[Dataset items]
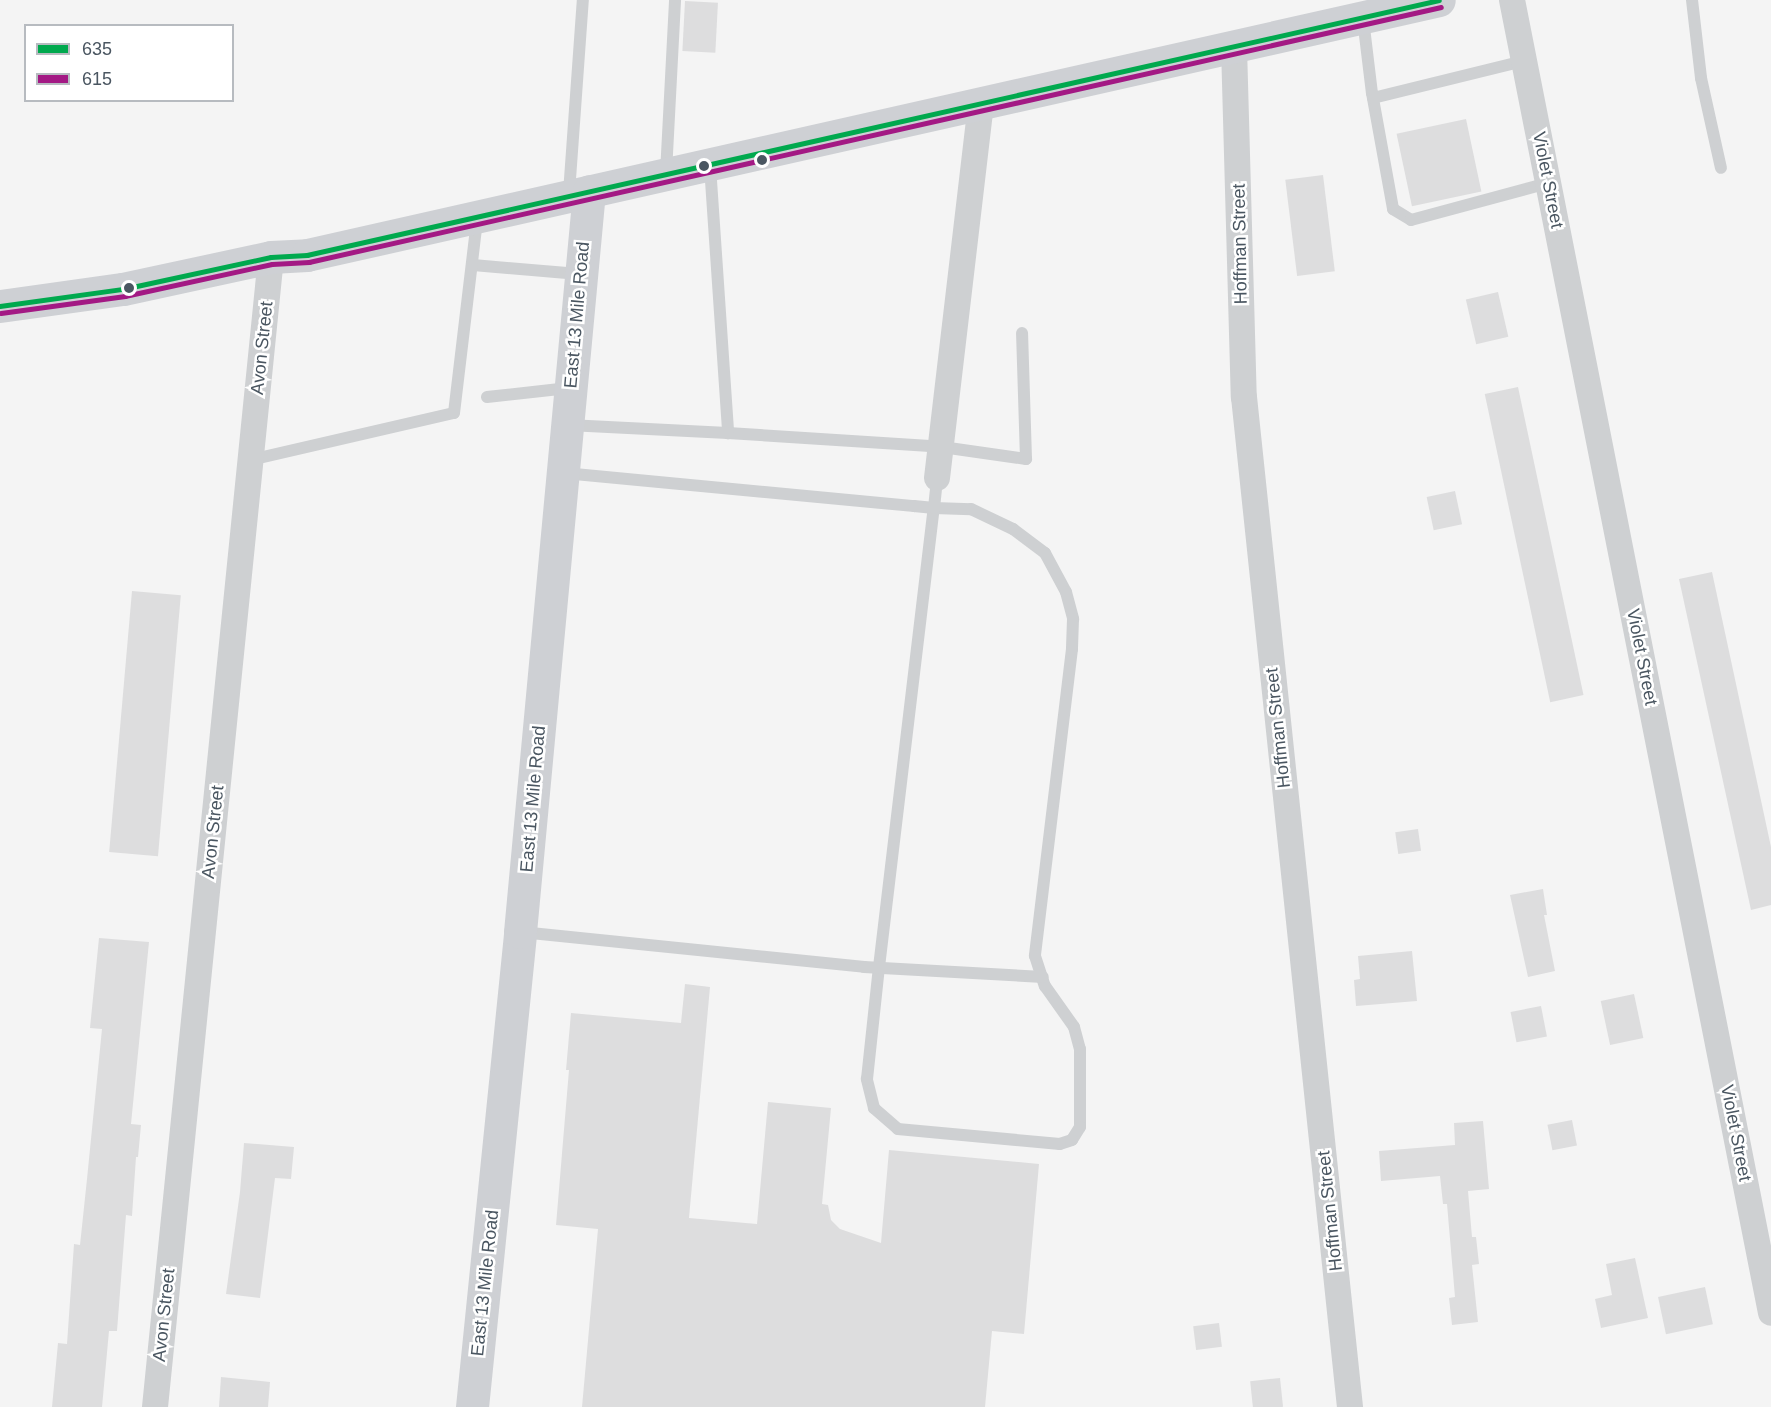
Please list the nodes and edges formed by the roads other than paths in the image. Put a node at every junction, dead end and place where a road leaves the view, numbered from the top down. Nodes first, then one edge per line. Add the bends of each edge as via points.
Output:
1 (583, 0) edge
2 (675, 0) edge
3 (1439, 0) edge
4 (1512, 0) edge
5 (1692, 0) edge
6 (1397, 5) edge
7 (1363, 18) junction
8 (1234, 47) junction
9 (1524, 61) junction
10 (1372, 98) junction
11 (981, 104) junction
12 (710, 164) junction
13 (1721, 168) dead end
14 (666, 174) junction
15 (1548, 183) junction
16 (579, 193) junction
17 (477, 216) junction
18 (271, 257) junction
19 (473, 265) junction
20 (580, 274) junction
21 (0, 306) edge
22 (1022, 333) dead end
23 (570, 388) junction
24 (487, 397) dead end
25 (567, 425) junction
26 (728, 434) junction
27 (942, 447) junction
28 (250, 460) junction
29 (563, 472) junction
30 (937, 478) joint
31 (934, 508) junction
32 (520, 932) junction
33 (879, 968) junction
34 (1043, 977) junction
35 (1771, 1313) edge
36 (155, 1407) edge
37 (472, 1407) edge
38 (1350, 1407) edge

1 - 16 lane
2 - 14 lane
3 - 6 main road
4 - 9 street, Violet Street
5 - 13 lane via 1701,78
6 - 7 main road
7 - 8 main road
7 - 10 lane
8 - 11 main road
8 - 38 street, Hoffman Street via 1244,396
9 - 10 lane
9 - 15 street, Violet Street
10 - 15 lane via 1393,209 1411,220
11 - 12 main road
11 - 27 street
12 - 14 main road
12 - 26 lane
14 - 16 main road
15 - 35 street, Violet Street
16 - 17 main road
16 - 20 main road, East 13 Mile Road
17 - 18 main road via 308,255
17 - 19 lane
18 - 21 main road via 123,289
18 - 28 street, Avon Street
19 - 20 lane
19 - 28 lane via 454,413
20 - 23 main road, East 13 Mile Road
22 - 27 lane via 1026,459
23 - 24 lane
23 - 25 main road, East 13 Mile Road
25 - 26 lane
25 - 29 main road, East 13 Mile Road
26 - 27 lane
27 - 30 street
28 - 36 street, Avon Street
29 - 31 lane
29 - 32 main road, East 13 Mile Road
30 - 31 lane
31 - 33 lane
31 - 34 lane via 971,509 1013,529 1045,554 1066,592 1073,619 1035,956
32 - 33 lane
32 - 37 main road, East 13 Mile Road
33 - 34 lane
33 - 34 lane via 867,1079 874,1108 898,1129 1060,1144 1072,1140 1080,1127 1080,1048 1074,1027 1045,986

**Directions**. What lines in the entries contain "Violet"? Report each one by copying it.

**Result for this task**.
4 - 9 street, Violet Street
9 - 15 street, Violet Street
15 - 35 street, Violet Street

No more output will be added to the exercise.